Ask your healthcare professional how you should dispose of any medicine you do not use.
It is very important that your doctor check your progress at regular visits to make sure that this medicine is working properly. Blood tests may be needed to check for unwanted effects.
It is unlikely that a postmenopausal woman may become pregnant. But, you should know that using this medicine while you are pregnant could harm your unborn baby. Use an effective form of birth control to keep from getting pregnant. If you think you have become pregnant while using the medicine, tell your doctor right away.
This medicine may decrease bone mineral density when used for a long time. A low bone mineral density can cause weak bones or osteoporosis. If you have any questions about this, talk to your doctor.
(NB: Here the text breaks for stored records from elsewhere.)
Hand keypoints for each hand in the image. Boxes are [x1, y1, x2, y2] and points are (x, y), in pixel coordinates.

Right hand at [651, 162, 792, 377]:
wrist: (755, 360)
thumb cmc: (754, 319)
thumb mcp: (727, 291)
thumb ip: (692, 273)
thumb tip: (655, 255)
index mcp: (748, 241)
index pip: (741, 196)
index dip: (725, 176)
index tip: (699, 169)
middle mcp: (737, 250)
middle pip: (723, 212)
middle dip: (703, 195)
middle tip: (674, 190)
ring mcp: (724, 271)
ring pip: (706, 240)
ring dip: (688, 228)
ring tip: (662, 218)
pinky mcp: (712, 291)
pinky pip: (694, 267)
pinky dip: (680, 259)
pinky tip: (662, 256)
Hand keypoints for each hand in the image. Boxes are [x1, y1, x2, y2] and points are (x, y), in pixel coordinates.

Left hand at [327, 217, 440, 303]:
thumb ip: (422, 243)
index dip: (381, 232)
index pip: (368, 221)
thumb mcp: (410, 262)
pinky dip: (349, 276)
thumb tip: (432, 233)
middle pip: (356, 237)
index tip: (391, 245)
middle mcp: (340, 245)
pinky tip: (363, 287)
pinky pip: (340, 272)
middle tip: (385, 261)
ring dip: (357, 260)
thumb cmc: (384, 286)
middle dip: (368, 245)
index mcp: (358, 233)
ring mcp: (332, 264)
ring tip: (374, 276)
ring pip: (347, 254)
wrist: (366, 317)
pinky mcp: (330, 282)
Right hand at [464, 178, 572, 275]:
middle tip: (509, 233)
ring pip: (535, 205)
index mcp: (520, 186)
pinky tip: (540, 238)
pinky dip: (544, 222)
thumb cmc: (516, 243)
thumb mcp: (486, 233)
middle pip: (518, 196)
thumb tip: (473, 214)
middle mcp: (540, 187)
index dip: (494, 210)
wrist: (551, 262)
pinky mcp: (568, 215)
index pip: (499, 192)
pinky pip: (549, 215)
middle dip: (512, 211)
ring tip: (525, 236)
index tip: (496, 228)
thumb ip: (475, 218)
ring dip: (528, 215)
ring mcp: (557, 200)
This medicine may increase your cholesterol or fat in the blood. If this happens, your doctor may give you medicine to lower the cholesterol and fat.
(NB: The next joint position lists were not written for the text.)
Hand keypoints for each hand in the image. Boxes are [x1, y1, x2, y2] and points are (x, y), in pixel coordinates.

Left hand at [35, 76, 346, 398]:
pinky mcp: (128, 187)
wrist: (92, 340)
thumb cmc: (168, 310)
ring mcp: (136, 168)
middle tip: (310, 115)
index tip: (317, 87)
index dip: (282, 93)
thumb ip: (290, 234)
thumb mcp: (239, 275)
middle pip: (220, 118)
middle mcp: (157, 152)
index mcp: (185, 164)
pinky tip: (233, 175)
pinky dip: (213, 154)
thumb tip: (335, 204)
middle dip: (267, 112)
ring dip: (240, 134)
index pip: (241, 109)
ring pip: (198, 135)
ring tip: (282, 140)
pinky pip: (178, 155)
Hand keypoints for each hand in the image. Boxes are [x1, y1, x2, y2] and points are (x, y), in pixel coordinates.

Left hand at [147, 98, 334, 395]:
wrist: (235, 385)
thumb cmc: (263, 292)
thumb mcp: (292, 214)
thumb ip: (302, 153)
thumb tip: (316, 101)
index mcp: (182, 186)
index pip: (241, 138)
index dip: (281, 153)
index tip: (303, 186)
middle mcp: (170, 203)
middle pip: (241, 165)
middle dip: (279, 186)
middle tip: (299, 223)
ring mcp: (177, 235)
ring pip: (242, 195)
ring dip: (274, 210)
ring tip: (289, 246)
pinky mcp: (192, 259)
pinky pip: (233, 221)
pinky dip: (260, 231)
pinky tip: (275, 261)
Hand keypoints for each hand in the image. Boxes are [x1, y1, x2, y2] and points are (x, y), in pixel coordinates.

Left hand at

This medicine may cause some people to become dizzy, drowsy, or less alert than they are normally. If any of these side effects occur, do not drive, use machines, or do anything else that could be dangerous if you are dizzy or not alert while you are taking letrozole.
Along with its needed effects, a medicine may cause some unwanted effects. Although not all of these side effects may occur, if they do occur they may need medical attention.
Check with your doctor immediately if any of the following side effects occur:Less common
- Bone fracture
- Breast pain
- Chest pain
- Chills, fever, or flu-like symptoms
- Mental depression
- Shortness of breath
- Swelling of the feet or lower legs
- Continuing or severe nervousness
- Dizziness or lightheadedness
- Fast heartbeat
- Heart attack
- Increased sweating
- Pain in the chest, groin, or legs, especially the calves
- Severe and sudden, unexplained shortness of breath
- Severe, sudden headache
- Slurred speech
- Sudden loss of coordination
- Sudden, severe weakness or numbness in the arm or leg
- Vaginal bleeding
- Vision changes
- Black, tarry stools
- Blurred vision
- Burning, crawling, itching, numbness, prickling, "pins and needles", or tingling feelings
- Chest discomfort
- Decreased vision
- Dilated neck veins
- Extreme fatigue
- Increased need to urinate
- Irregular breathing
- Irregular heartbeat
- Painful or difficult urination
- Passing urine more often
- Sore throat
- Sores, ulcers, or white spots on the lips or in the mouth
- Swollen glands
- Unusual bleeding or bruising
- Unusual tiredness or weakness
- Weight gain
- White or brownish vaginal discharge
Some side effects may occur that usually do not need medical attention. These side effects may go away during treatment as your body adjusts to the medicine. Also, your health care professional may be able to tell you about ways to prevent or reduce some of these side effects. Check with your health care professional if any of the following side effects continue or are bothersome or if you have any questions about them:More common
- Back pain
- Bone pain
- Hot flashes (sudden sweating and feeling of warmth)
- Joint pain
- Muscle pain
- Dry mouth
- Increased thirst
- Loss of appetite or weight loss
- Metallic taste
- Skin rash or itching
- Spinning or whirling sensation causing loss of balance
- Stomach pain or upset
- Trouble sleeping
- Bad, unusual, or unpleasant (after) taste and thirst
- Being forgetful
- Change in taste
- Dryness of the skin
- Hair loss
- Hives or welts
- Increased appetite
- Red, sore eyes
- Redness of the skin
- Swelling or inflammation of the mouth
Other side effects not listed may also occur in some patients. If you notice any other effects, check with your healthcare professional.
Call your doctor for medical advice about side effects. You may report side effects to the FDA at 1-800-FDA-1088.